While areas in the western suburbs of Chennai in Tiruvallur district are seeing development, growth in some localities along the Chennai-Gummidipoondi section is restricted to a few km from the railway stations.

Banners announcing sale of plots lead people as one walks outside the Minjur and Ponneri railway stations. While connectivity is the driving force behind the growth of realty in an area, developers are yet to explore the potential in many of the western and northern suburbs.

According to M.K. Sundaram, Managing Director, Chozha Foundations, and secretary of Construction Industry Development Council, a lot of layouts have come up on these areas close to the station. However, major developers are, perhaps, hesitant as they have limited scope to go for large projects.

“Rail line is the most essential factor to attract a developer. While it does have rail network, the connecting roads should be wide enough, which is not the case in these suburbs,” says Mr. Sundaram.

Among other reasons, he says, areas such as Red Hills and Athipedu are at a low level.

So laying the foundation would be expensive in these pockets that are dominated by middle class homes. Most of them are employees of many manufacturing units.

Households with a family income of less than Rs.20,000 a month, with the offices of the working members on this stretch, are mainly investing in these localities.

More than seven years ago, S. Jeevarathinam, an employee in Ennore Foundries, shifted from a rented accommodation in Ponneri to Minjur.

The Foundries was encouraging people to invest in the locality. “We paid Rs. 20,000 for our 1,600 sq. ft. plot in Shetty Nagar, which is one km from the station. It takes me less than 15 minutes by train to reach office and my son's school is in Panchetti,” says the resident.

Saline water, poor roads and erratic bus service are a few problems residents complain about, but plot prices have increased.

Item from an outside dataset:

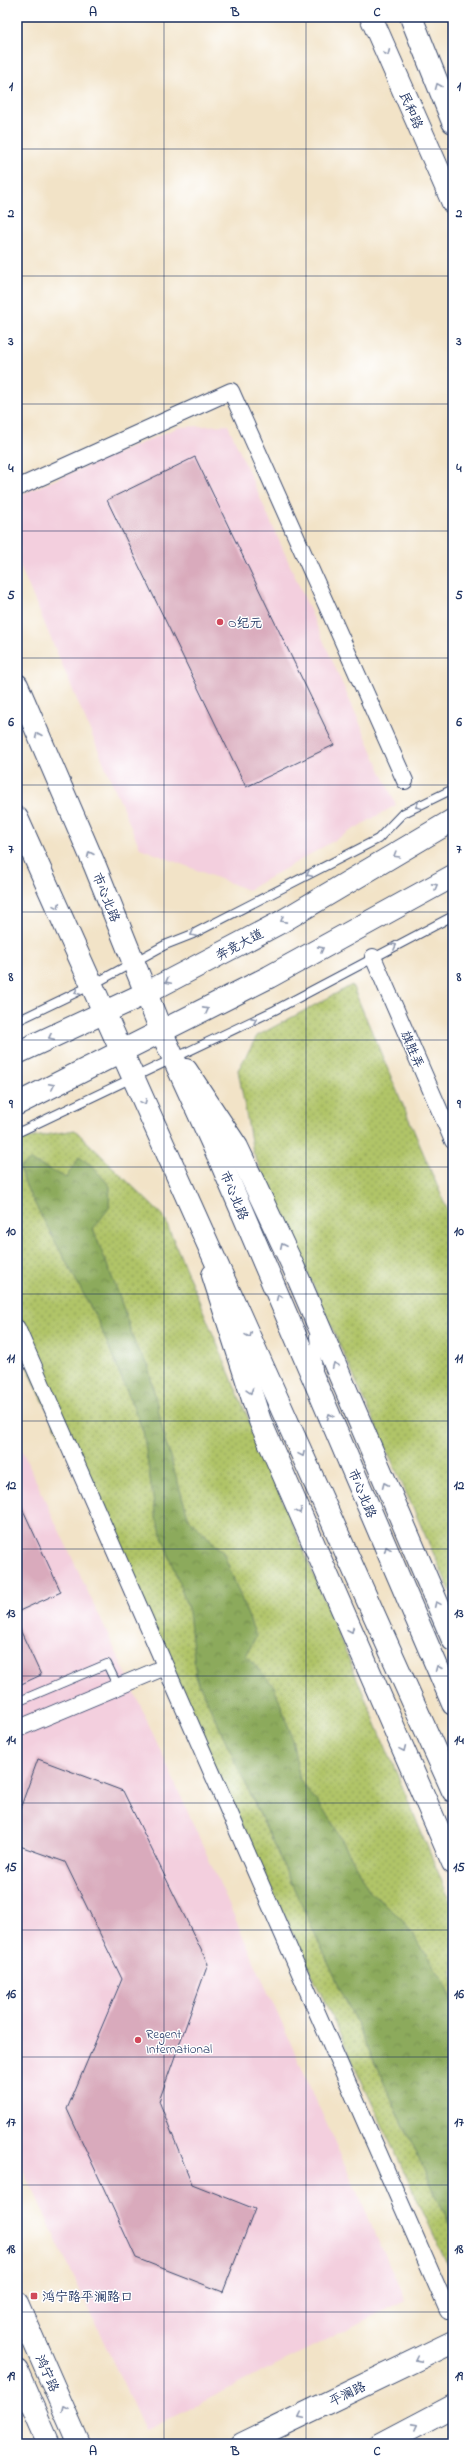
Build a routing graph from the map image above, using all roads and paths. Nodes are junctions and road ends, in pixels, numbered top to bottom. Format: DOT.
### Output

“At present, one sq. ft. is priced at Rs. 600,” he says. The Jeevarathinams have also given the ground floor portion of their two-bedroom house for rent, which fetches them Rs. 3,000 a month.

According to real estate brokers, T.E. Ravi and A. Kumar, land transactions have increased over the past few years and the demand is predominantly for plots close to the station. While one cent of land sells at Rs. 2 lakh in Gummidipoondi as it is an industrial area, in Ponneri town the price is Rs.6 lakh, they say.

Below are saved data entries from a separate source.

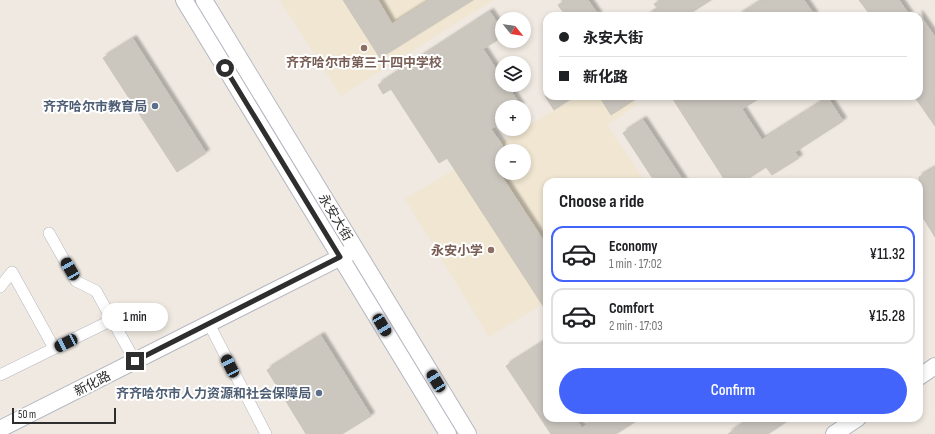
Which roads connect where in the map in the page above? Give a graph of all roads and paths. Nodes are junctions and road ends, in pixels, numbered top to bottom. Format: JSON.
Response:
{"nodes":[{"id":1,"x":184,"y":0,"type":"edge"},
{"id":2,"x":204,"y":0,"type":"edge"},
{"id":3,"x":49,"y":233,"type":"dead end"},
{"id":4,"x":356,"y":250,"type":"junction"},
{"id":5,"x":340,"y":257,"type":"junction"},
{"id":6,"x":0,"y":287,"type":"edge"},
{"id":7,"x":112,"y":320,"type":"junction"},
{"id":8,"x":209,"y":324,"type":"junction"},
{"id":9,"x":54,"y":348,"type":"junction"},
{"id":10,"x":135,"y":361,"type":"junction"},
{"id":11,"x":935,"y":366,"type":"edge"},
{"id":12,"x":923,"y":374,"type":"edge"},
{"id":13,"x":0,"y":375,"type":"edge"},
{"id":14,"x":852,"y":422,"type":"edge"},
{"id":15,"x":0,"y":429,"type":"edge"},
{"id":16,"x":266,"y":434,"type":"edge"},
{"id":17,"x":448,"y":434,"type":"edge"},
{"id":18,"x":468,"y":434,"type":"edge"},
{"id":19,"x":834,"y":434,"type":"edge"}],
"edges":[{"from":1,"to":5,"type":"main road","name":"永安大街"},
{"from":2,"to":4,"type":"main road","name":"永安大街"},
{"from":3,"to":7,"type":"street"},
{"from":4,"to":5,"type":"main road","name":"新化路"},
{"from":4,"to":18,"type":"main road","name":"永安大街"},
{"from":5,"to":8,"type":"main road","name":"新化路"},
{"from":5,"to":17,"type":"main road","name":"永安大街"},
{"from":6,"to":9,"type":"street"},
{"from":7,"to":9,"type":"street"},
{"from":7,"to":10,"type":"street"},
{"from":8,"to":10,"type":"main road","name":"新化路"},
{"from":8,"to":16,"type":"street"},
{"from":9,"to":13,"type":"street"},
{"from":10,"to":15,"type":"main road","name":"新化路"},
{"from":11,"to":12,"type":"main road"},
{"from":14,"to":19,"type":"main road"}]}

Metro Rail's plans to extend to Tiruvottiyur, Chennai Port to Maduravoyal Expressway and Metro Phase II extension to Moolakadai are a few indications that the western and northern suburbs would soon be explored.

Western suburbs of Ambattur and Avadi are seeing faster growth with more industries, proximity to city and better transport connectivity.

Affordability is another factor realtors will have to keep in mind. IVR Asset Holding Limited is selling 275 plots spread across 45 acres in Minjur.

“There were no takers for one year after we started selling plots, as we priced it above Rs.400 per sq. ft. when the market value was Rs.150. We later brought it down to Rs.300 per sq. ft. and more than 50 per cent of the plots are sold,” says S. Rajagopalan, manager, IVR Asset Holding Ltd.

“In another two years, a lot of developers would be focussing on these areas. A lot of SEZs are also coming up, but budget housing will have to be the key if projects have to get sold,” adds Mr. Sundaram.

These areas attract people for investment as of now.